══ Data supplied

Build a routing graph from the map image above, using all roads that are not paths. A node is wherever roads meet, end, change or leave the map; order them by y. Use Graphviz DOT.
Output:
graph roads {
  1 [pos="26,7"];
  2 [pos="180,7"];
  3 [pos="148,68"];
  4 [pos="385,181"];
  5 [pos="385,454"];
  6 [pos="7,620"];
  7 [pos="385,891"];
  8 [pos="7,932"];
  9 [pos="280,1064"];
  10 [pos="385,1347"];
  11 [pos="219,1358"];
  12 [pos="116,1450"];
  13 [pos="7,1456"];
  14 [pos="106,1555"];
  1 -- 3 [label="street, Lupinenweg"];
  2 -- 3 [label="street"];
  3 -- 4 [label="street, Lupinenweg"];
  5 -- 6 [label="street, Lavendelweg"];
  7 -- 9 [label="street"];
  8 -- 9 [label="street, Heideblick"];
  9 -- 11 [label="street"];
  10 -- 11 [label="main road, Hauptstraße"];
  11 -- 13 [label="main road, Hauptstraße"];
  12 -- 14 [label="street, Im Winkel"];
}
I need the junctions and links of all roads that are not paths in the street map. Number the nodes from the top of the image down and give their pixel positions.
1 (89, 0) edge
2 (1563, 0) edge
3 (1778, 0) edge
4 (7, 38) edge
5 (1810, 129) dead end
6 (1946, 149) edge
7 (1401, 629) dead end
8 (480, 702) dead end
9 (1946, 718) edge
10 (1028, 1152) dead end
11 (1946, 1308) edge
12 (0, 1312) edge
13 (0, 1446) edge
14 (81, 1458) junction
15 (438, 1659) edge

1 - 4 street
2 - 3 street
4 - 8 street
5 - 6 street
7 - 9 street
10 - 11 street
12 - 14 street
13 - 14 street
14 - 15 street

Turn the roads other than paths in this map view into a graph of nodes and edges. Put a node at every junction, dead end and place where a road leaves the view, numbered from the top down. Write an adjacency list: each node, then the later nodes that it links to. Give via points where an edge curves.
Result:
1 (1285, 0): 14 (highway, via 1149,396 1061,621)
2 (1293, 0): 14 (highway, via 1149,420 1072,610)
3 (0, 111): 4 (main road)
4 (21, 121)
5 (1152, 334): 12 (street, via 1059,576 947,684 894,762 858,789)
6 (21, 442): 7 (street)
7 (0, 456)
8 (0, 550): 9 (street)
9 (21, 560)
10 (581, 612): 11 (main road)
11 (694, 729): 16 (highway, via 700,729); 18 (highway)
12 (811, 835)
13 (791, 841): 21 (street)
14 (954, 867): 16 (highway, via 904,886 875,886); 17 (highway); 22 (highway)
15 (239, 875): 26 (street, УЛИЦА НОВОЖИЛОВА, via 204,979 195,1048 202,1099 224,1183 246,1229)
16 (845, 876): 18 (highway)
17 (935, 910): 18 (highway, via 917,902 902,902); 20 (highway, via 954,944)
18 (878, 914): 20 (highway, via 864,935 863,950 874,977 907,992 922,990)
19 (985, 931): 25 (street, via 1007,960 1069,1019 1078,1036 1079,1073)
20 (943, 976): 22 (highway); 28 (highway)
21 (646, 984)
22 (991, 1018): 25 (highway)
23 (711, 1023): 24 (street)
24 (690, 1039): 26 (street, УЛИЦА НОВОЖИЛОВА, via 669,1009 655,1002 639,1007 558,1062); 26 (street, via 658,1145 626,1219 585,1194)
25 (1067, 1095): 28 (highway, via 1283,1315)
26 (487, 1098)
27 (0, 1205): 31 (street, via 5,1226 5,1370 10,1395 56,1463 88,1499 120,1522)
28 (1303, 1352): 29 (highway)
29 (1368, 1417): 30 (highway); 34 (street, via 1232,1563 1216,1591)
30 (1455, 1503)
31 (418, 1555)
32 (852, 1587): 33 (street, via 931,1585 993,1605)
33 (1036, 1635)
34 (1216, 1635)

════

* What is needed
Starting at the first line of the records, print each line exactly, stopping after the line that contains "Turn the roads".

* Problem solution
Build a routing graph from the map image above, using all roads that are not paths. A node is wherever roads meet, end, change or leave the map; order them by y. Use Graphviz DOT.
Output:
graph roads {
  1 [pos="26,7"];
  2 [pos="180,7"];
  3 [pos="148,68"];
  4 [pos="385,181"];
  5 [pos="385,454"];
  6 [pos="7,620"];
  7 [pos="385,891"];
  8 [pos="7,932"];
  9 [pos="280,1064"];
  10 [pos="385,1347"];
  11 [pos="219,1358"];
  12 [pos="116,1450"];
  13 [pos="7,1456"];
  14 [pos="106,1555"];
  1 -- 3 [label="street, Lupinenweg"];
  2 -- 3 [label="street"];
  3 -- 4 [label="street, Lupinenweg"];
  5 -- 6 [label="street, Lavendelweg"];
  7 -- 9 [label="street"];
  8 -- 9 [label="street, Heideblick"];
  9 -- 11 [label="street"];
  10 -- 11 [label="main road, Hauptstraße"];
  11 -- 13 [label="main road, Hauptstraße"];
  12 -- 14 [label="street, Im Winkel"];
}
I need the junctions and links of all roads that are not paths in the street map. Number the nodes from the top of the image down and give their pixel positions.
1 (89, 0) edge
2 (1563, 0) edge
3 (1778, 0) edge
4 (7, 38) edge
5 (1810, 129) dead end
6 (1946, 149) edge
7 (1401, 629) dead end
8 (480, 702) dead end
9 (1946, 718) edge
10 (1028, 1152) dead end
11 (1946, 1308) edge
12 (0, 1312) edge
13 (0, 1446) edge
14 (81, 1458) junction
15 (438, 1659) edge

1 - 4 street
2 - 3 street
4 - 8 street
5 - 6 street
7 - 9 street
10 - 11 street
12 - 14 street
13 - 14 street
14 - 15 street

Turn the roads other than paths in this map view into a graph of nodes and edges. Put a node at every junction, dead end and place where a road leaves the view, numbered from the top down. Write an adjacency list: each node, then the later nodes that it links to. Give via points where an edge curves.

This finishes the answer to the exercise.